4 For his portrait, Paul Grotz wore a bowler hat and an overcoat. The strong silhouette and shadows of the bowler's curved shape contrast with the angle of Grotz's dark eyebrows and the angles of his loosely knotted tie. The bowler creates an air of anachronistic formality, whereas Grotz's coat sends a contrasting, informal message: clearly well used, it shows the marks of dirt and long, comfortable wear. Evans framed Grotz's head slightly off center, increasing the picture's intentional unbalance. The effect of Grotz's brooding gaze, combined with the asymmetrical composition, bears clear references to the straightforward yet intense German portraits by August Sander and the New Objectivity photographers. Sander's photographs of the German intelligentsia and professional classes contain similar tensions, and Evans wrote admiringly about Sander's work in
Hound & Horn in 1931.
5 In this early essay, Evans already condemned artistic photography in the tradition of Edward Steichen and Alfred Stieglitz, and he later used the example of Sander and of German photography critics such as Franz Roh in developing a more transparent documentary style over the next five or six years.

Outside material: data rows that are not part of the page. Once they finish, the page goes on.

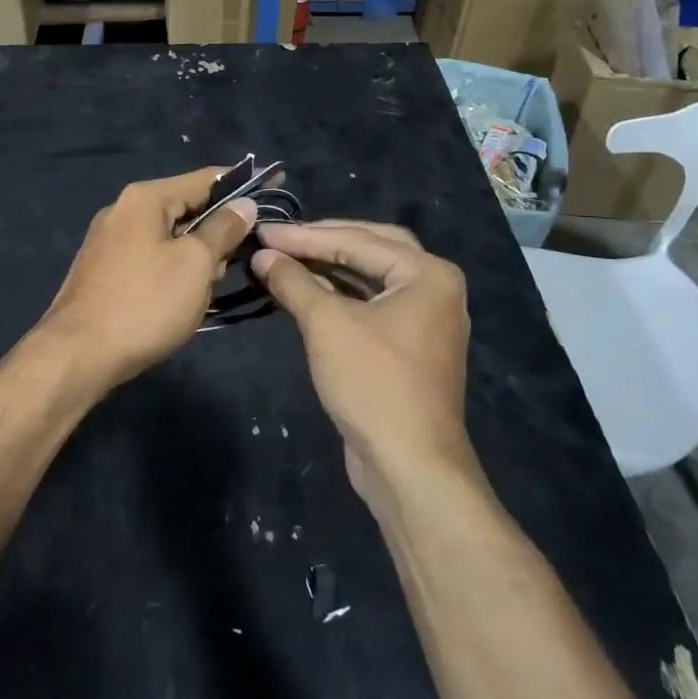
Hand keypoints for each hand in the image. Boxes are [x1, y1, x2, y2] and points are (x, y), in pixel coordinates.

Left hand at [37, 167, 257, 389]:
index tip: (277, 183)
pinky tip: (183, 300)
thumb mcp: (195, 264)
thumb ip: (223, 229)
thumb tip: (243, 204)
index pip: (205, 178)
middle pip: (187, 207)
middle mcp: (123, 211)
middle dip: (219, 230)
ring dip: (197, 257)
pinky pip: (152, 258)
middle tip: (242, 258)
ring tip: (208, 289)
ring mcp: (109, 242)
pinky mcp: (104, 271)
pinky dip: (174, 271)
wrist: (76, 356)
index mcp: (145, 198)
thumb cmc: (144, 304)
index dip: (243, 181)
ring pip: (170, 237)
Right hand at [250, 221, 471, 501]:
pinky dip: (341, 295)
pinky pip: (373, 305)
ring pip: (372, 278)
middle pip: (372, 248)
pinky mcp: (411, 347)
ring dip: (330, 268)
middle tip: (280, 239)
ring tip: (286, 260)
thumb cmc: (373, 383)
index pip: (359, 239)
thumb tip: (263, 254)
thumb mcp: (327, 324)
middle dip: (323, 242)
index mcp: (428, 274)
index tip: (263, 231)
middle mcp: (435, 289)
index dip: (306, 235)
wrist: (410, 467)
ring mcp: (426, 320)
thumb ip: (294, 281)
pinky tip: (308, 293)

The beginnings of this transparency are evident in Evans's
Self Portrait of around 1932-33. Instead of the more theatrical portraits that he and Grotz made of their circle in the late 1920s, this view is simpler, closer in, and less formal. Evans used a large-format 6-by-8-inch camera, much as he had done in the earlier portraits, but he framed his own face less severely. Here, he tilts his head toward the left side of the frame, quizzically looking into the ground glass while an unseen hand releases the shutter. Another self-portrait from this sitting, in the National Portrait Gallery, Washington, D.C., is more dour, with a frontal and centered composition. The clear lighting, simple composition, and pensive expression of the Addison's
Self Portrait would recur in many of Evans's portraits for the Farm Security Administration two or three years later. In its clarity, this image also reflects the new documentary style that he was concurrently developing in his Cuban photographs, taken in 1933 to illustrate
The Crime of Cuba by Carleton Beals.
Evans made portraits throughout his life, and they continued to reflect a German pattern of close observation and composition while adopting the seeming transparency of the documentary style. The Addison Gallery collection is rich in his portraits, and also includes several of the New York City subway portraits that Evans made with a concealed camera from 1938 to 1941.
Kim Sichel,
Addison Gallery of American Art: 65 Years, A Selective Catalogue (Andover, Massachusetts: Addison Gallery of American Art, 1996), pp. 368-69
1. Thanks are due to Laura Muir, former Boston University graduate student intern at the Addison Gallery, who researched the Evans photographs in the collection.
2. Jerry Thompson,
Walker Evans at Work (New York: Harper & Row, 1982), p. 48.
3. Gilles Mora, introduction to
Walker Evans: The Hungry Eye, trans. Jacqueline Taylor (New York: Harry N. Abrams, 1993), p. 11.
4. Belinda Rathbone,
Walker Evans, A Biography (New York: Houghton Mifflin, 1995), p. 40.
5. Walker Evans, "The Reappearance of Photography,"
Hound & Horn (October/December 1931), pp. 125-28.